Meta (Formerly Facebook)

In today’s world, technology companies are the new powerful companies, none so much as Meta Platforms, formerly Facebook (META), which many see as a modern-day monopoly. In December 2020, the Federal Trade Commission (FTC) sued the company, claiming that it is maintaining its social networking monopoly via anticompetitive conduct.

The FTC claimed that Meta has done this through its acquisitions of Instagram and WhatsApp, two of the largest social media networks, as well as through imposing anticompetitive conditions on software developers.

The five most used social media platforms worldwide as of January 2021 are Facebook, YouTube, WhatsApp, Facebook Messenger, and Instagram. Meta owns four out of five of these platforms, or 80%. (Google owns YouTube.)

That is a significant amount of control over how personal data is shared and how advertising is allocated. Meta really doesn’t have that much competition.
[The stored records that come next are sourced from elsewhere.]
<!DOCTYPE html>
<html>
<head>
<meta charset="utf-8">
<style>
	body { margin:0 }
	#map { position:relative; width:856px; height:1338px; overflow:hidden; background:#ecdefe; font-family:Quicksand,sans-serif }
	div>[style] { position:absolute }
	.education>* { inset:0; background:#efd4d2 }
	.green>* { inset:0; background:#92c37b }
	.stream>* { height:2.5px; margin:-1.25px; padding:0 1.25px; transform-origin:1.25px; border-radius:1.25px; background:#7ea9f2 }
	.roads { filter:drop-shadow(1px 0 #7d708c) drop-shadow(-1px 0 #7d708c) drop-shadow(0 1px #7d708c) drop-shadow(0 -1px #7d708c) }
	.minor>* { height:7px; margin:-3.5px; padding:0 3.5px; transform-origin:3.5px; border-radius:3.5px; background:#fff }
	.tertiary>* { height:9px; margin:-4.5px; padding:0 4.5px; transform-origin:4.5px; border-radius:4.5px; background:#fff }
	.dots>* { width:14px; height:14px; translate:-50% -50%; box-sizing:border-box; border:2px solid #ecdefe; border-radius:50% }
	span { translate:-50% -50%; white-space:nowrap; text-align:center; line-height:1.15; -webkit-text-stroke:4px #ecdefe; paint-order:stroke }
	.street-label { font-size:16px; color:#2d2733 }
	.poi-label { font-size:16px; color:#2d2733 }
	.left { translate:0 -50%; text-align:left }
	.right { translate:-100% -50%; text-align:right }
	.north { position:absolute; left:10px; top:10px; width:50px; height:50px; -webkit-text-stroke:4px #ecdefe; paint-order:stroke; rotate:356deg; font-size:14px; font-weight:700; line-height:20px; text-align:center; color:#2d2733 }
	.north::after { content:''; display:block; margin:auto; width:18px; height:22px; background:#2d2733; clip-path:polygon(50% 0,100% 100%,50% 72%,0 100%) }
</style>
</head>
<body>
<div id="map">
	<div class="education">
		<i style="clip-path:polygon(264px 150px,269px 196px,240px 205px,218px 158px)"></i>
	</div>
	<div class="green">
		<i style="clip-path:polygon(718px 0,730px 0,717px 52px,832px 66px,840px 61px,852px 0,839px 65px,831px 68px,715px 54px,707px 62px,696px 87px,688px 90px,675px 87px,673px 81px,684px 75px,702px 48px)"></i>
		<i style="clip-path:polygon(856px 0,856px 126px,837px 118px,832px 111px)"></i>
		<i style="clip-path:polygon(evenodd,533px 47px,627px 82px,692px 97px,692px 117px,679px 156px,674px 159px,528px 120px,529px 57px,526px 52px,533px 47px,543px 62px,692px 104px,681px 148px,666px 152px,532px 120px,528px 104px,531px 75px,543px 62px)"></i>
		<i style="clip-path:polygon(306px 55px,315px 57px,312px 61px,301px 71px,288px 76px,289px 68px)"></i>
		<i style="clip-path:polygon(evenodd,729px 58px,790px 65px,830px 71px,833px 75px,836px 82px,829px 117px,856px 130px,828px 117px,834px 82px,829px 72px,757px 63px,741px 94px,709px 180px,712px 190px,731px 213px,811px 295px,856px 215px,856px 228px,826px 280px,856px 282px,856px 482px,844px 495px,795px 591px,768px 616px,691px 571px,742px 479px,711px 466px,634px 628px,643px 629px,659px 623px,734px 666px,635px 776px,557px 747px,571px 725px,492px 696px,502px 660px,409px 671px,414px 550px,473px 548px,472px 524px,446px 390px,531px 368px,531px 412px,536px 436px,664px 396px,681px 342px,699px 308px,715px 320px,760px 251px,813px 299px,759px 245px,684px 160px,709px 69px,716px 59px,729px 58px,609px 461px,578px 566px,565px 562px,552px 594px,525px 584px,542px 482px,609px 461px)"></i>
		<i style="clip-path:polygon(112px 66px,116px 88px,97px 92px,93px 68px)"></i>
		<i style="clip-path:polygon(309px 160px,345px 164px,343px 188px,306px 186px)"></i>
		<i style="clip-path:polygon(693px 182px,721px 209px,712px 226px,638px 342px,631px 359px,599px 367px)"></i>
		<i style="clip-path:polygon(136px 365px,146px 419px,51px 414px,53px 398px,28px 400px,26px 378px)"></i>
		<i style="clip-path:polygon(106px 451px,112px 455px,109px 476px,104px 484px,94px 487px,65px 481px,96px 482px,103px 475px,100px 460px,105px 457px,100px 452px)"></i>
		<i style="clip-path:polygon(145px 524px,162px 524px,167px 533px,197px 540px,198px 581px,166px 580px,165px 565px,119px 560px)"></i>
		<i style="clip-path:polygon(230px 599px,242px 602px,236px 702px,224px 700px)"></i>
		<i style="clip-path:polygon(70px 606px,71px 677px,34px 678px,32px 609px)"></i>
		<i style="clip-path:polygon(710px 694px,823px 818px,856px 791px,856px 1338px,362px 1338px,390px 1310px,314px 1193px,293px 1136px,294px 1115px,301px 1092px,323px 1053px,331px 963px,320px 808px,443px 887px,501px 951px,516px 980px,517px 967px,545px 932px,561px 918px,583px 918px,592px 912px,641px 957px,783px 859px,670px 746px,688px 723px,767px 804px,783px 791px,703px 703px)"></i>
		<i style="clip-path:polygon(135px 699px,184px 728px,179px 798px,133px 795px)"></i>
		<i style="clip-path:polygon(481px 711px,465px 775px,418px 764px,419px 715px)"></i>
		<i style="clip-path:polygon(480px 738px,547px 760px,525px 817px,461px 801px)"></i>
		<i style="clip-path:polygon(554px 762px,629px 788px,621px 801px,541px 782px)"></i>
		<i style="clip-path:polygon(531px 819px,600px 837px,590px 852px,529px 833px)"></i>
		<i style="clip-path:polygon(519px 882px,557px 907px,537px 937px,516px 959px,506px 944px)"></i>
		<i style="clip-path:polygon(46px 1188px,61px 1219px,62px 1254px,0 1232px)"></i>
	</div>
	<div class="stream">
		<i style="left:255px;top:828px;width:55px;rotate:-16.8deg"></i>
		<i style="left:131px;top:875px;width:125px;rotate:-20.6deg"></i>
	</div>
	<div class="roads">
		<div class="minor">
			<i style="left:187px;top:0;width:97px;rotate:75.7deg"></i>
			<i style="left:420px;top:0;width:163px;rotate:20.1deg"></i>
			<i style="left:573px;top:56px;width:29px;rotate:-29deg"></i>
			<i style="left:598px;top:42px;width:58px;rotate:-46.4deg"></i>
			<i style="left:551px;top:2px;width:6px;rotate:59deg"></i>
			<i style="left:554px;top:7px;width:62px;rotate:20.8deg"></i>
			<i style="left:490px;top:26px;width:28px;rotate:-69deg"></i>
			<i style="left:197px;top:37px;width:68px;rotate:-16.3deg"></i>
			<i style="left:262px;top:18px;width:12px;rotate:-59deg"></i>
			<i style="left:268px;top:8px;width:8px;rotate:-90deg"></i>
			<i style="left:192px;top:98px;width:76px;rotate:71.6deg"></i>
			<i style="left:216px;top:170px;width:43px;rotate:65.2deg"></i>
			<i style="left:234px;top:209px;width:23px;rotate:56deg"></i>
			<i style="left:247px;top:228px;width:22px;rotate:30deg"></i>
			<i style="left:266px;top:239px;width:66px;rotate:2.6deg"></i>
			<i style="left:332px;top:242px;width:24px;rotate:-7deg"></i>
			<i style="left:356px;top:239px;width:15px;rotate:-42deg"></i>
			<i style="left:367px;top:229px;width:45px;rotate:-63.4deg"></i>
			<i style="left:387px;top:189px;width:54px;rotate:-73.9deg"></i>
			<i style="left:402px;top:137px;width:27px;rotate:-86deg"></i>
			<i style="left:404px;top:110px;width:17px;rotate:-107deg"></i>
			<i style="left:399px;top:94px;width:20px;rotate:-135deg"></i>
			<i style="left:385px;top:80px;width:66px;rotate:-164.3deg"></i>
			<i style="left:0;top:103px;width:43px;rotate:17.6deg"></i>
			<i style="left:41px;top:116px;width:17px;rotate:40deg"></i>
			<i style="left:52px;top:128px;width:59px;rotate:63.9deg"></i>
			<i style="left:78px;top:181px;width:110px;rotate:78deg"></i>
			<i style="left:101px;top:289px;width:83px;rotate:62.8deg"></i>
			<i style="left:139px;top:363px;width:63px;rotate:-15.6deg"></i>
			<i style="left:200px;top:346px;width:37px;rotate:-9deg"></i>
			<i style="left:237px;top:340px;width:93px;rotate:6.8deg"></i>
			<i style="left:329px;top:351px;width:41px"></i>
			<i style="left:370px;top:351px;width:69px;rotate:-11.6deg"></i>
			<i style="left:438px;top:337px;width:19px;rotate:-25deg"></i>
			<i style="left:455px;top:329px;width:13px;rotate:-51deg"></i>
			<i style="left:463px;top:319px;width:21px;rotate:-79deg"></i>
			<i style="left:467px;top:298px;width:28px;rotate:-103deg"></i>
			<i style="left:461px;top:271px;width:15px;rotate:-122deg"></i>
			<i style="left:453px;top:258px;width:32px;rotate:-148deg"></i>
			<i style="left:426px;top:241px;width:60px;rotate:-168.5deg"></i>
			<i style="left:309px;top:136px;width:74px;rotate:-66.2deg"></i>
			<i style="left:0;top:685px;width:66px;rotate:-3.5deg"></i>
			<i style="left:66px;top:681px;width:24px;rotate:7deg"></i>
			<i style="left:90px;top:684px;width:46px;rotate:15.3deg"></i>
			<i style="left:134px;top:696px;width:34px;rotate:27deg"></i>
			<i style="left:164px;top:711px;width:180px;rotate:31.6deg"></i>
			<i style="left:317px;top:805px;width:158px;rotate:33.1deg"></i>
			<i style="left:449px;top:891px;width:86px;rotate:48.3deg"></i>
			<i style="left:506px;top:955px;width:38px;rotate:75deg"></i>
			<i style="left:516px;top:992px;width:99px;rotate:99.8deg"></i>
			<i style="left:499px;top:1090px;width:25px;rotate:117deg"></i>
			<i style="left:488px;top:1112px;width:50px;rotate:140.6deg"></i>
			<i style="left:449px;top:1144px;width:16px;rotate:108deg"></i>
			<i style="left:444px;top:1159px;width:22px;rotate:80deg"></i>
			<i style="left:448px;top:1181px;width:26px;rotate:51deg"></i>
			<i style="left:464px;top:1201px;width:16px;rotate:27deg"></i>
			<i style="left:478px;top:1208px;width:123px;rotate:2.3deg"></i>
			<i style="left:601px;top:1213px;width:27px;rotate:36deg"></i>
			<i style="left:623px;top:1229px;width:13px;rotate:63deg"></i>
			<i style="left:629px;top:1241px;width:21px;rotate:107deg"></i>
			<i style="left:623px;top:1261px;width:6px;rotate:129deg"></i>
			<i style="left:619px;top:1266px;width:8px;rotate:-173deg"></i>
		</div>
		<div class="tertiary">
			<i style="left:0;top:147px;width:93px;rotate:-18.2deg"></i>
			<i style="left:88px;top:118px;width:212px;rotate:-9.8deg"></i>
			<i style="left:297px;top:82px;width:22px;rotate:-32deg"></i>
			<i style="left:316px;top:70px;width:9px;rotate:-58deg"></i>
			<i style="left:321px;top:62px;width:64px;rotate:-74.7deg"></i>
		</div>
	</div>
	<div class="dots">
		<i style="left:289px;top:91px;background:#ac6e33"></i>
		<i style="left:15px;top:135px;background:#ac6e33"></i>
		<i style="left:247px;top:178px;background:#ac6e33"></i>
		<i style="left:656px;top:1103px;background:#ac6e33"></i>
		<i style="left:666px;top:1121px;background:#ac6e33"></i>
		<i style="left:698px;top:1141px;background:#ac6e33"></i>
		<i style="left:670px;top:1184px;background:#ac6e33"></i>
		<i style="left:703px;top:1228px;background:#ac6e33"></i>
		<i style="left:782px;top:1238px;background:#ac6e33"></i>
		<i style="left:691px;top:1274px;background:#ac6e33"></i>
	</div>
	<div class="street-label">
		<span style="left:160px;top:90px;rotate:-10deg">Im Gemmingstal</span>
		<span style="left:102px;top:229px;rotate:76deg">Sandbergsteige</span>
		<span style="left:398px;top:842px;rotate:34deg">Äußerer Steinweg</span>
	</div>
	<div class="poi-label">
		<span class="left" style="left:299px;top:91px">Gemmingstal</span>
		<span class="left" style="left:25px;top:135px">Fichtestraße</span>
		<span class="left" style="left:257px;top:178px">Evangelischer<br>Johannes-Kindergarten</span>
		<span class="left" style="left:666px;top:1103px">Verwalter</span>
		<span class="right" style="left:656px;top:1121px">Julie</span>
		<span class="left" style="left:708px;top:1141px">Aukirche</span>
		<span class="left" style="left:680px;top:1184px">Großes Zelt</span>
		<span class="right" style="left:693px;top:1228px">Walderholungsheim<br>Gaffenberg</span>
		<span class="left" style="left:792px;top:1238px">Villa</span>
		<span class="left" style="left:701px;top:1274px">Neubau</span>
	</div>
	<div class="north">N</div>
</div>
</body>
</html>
The FTC has called for a breakup of Meta through the divestiture of WhatsApp and Instagram, but whether it can succeed remains to be seen.

A monopoly in business is a company that dominates its sector or industry, meaning that it controls the majority of the market share of its goods or services, has little to no competitors, and its consumers have no real substitutes for the good or service provided by the business.

What Is a Monopoly in American History?

Monopolies in American history are large companies that controlled an industry or a sector, giving them the ability to control the prices of the goods and services they provided.

Many monopolies were considered good monopolies, as they bring efficiency to some markets without taking advantage of consumers. Others are considered bad monopolies as they provide no real benefit to the market and stifle fair competition.

Why Are Monopolies Bad?

Monopolies are bad because they control the market in which they do business, meaning that they have no competitors. When a company has no competitors, consumers have no choice but to buy from the monopoly. The company has no check on its power to raise prices or lower the quality of its product or service.

Monopolies also lead to a lack of innovation. There is little incentive to find new ways to make better products.

Is Amazon a Monopoly?

Amazon’s share of U.S. online retail sales is estimated at 40%, and even that figure may be an underestimation. Nevertheless, there are plenty of competitors in retail sales that consumers can choose.

In other areas of its sprawling business, Amazon (AMZN) may face some scrutiny. It may be viewed as a monopoly because of its significant control over third-party sellers and suppliers. If they want their products to sell, they have few options but to sell them on Amazon’s global platform.

The Bottom Line

Globalization and the maturity of the world economy have prompted calls for the retirement of antitrust laws. In the early 1900s, anyone suggesting that the government didn’t need to have a hammer to smash big business would have been eyed suspiciously.

Over the years, these calls have been coming from people like economist Milton Friedman, former Federal Reserve Chairman Alan Greenspan, and everyday consumers.

But if the history of government and business is any indication, the government is more likely to increase the range and power of antitrust laws rather than relinquish such a useful weapon.